$\int_{-1}^1\frac1f=\infty$ iff $\int_{-1}^1(u_n')^2f\to0$ Let $f$ be a continuous function on $[-1,1]$ such that $f(x\neq0)>0,f(0)=0$.
How can I show that $\int_{-1}^1\frac{1}{f(t)}dt=\infty$ iff there exists a sequence of functions $u_n$, $C^1$ on $[-1,1]$ such that $\int_{-1}^1 (u_n'(t))^2f(t)dt\underset{{n\infty}}\to0$ and $(u_n)$ converges pointwise to the sign function on $[-1,1]$ ?
The sign function is defined by $sgn(x<0)=-1,sgn(0)=0,sgn(x>0)=1$.
By $C^1$ I mean derivable with a continuous derivative.

Neither way of the equivalence seems easy, and other than having confirmed that the above works both ways on easy cases (such as $f$ being $|x|$), I haven't really made any progress.
What is more since the convergence is only pointwise in the reverse way, it tells us very little on the derivative of $u_n$.

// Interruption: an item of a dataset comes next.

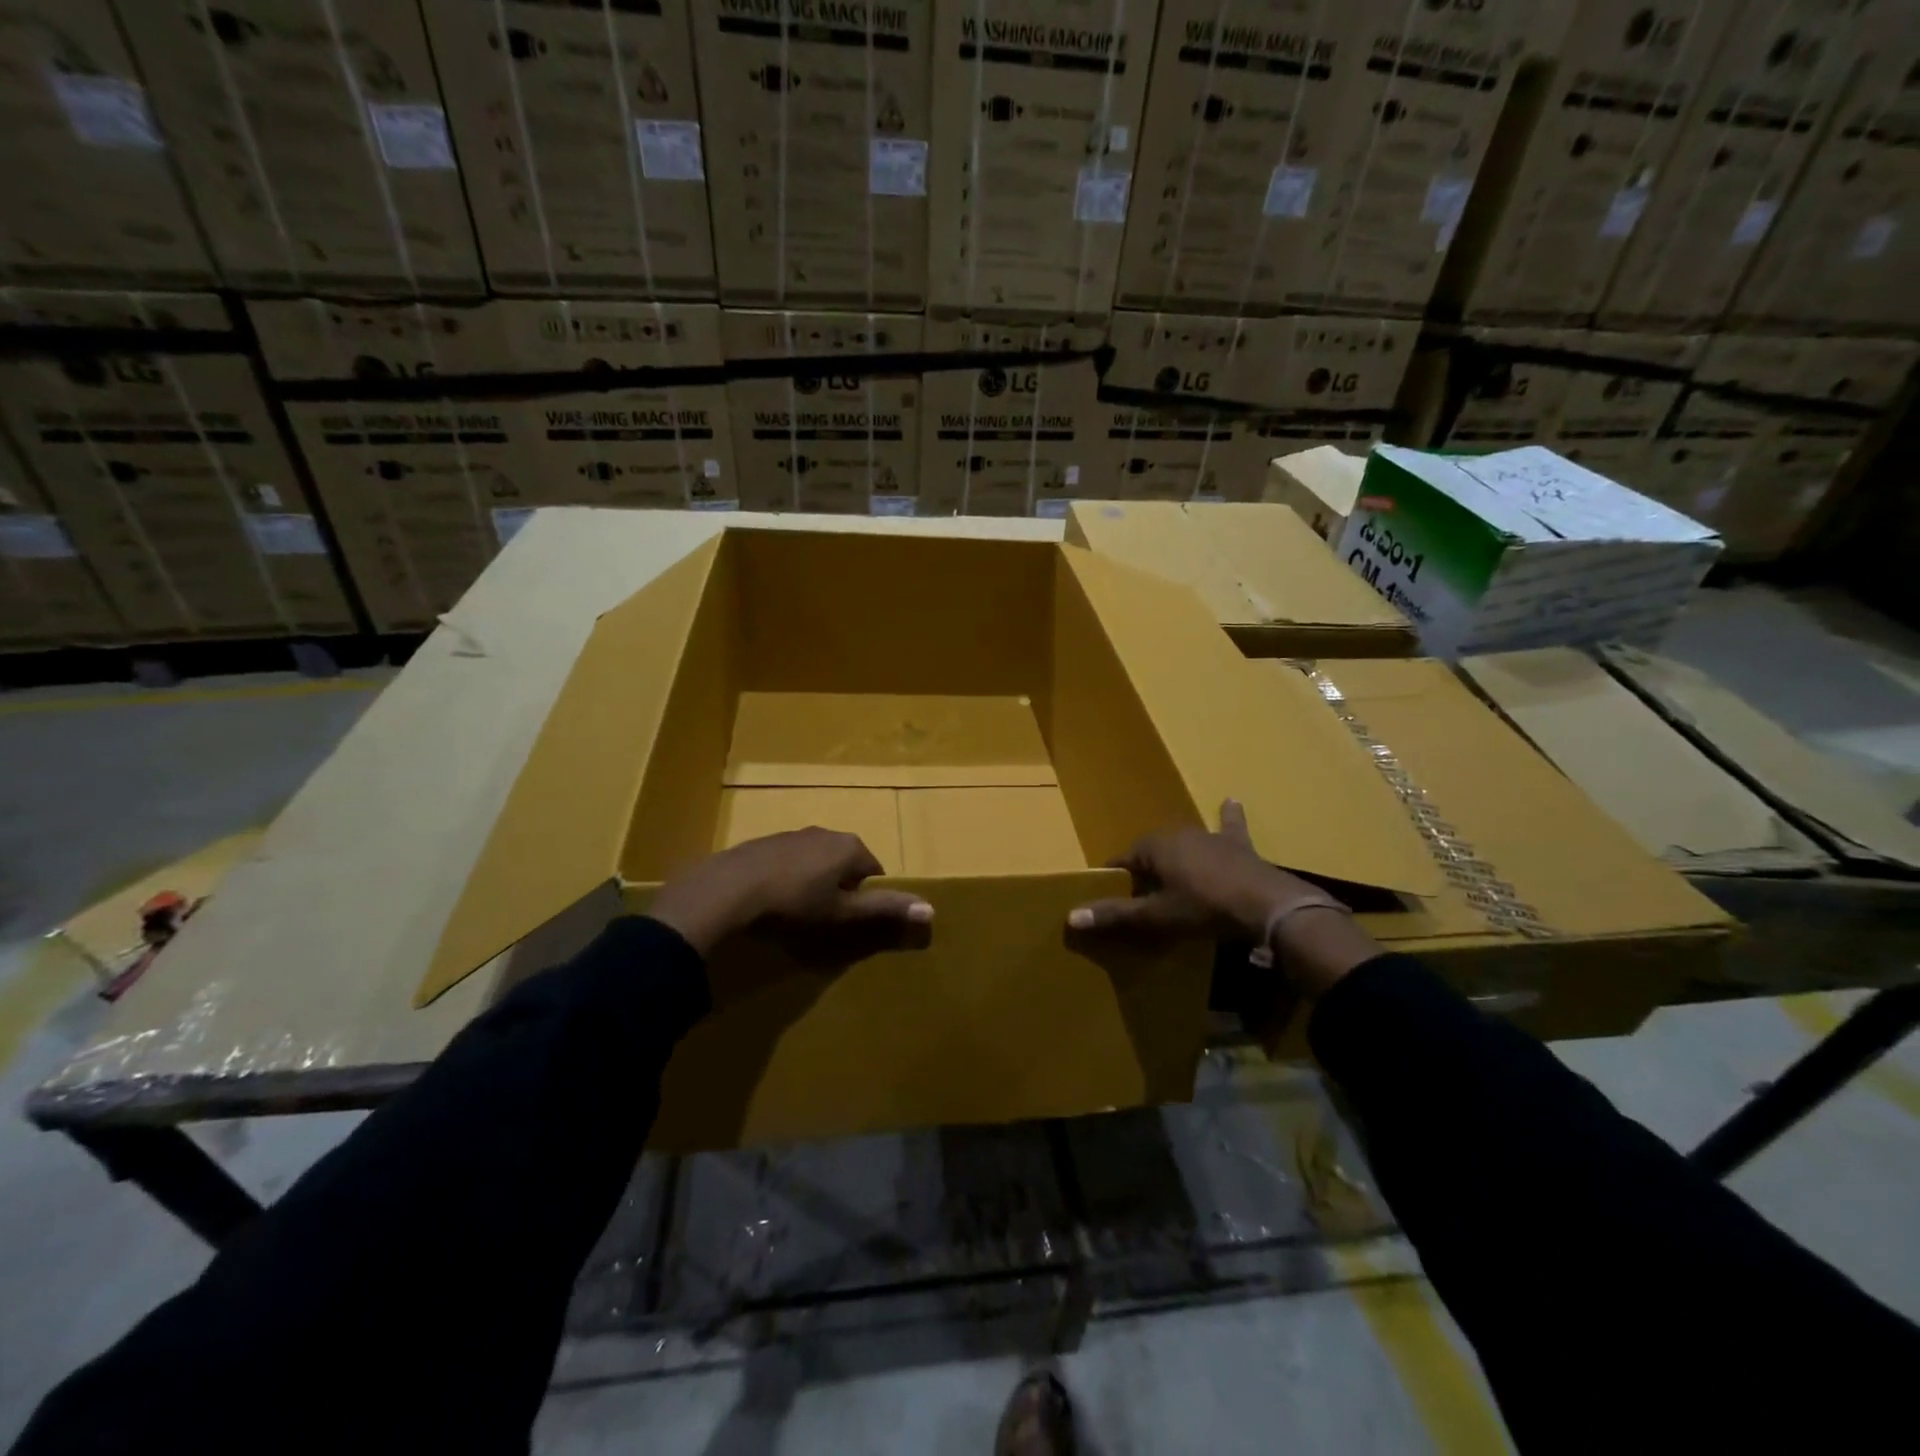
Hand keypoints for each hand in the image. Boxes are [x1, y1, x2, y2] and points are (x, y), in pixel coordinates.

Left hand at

 A: One direction is easy.
If $u_n$ is close to $1$ at some  points and close to -1 at other points then $\int |u_n'|>1$. Writing $u_n=(u_nf^{1/2})f^{-1/2}$, the Cauchy-Schwarz inequality shows that $$
1<\left(\int|u_n'|\right)^2\le\int(u_n')^2f\int1/f,$$so if $\int1/f<\infty$ then $\int (u_n')^2f$ cannot tend to $0$.
Ah. For the other direction I'm going to pretend the problem's posed on $[0,1]$ and let you add the other half. (So we want $u_n(0)=0$ and $u_n(t)\to1$ for $0<t\le 1$.) Suppose $\int1/f=\infty$. Then we can find $a_n$ and $b_n$ with $0<a_n<b_n$, $b_n\to0$, and $$\int_{a_n}^{b_n}1/f\to\infty.$$
Let $v_n$ satisfy $v_n(0)=0$ and $$v_n'=\frac cf\chi_{[a_n,b_n]},$$where $c$ is chosen so that $v_n=1$ on $[b_n,1]$. (Hence $v_n(t)\to1$ for $t\in(0,1]$.) This implies that $c=\left(\int_{a_n}^{b_n}1/f\right)^{-1}$, and hence that $$\int(v_n')^2f=\left(\int_{a_n}^{b_n}1/f\right)^{-1}\to0.$$
Of course $v_n$ is not quite $C^1$. It's piecewise $C^1$; let $u_n$ be $v_n$ except smoothed out a little at the corners.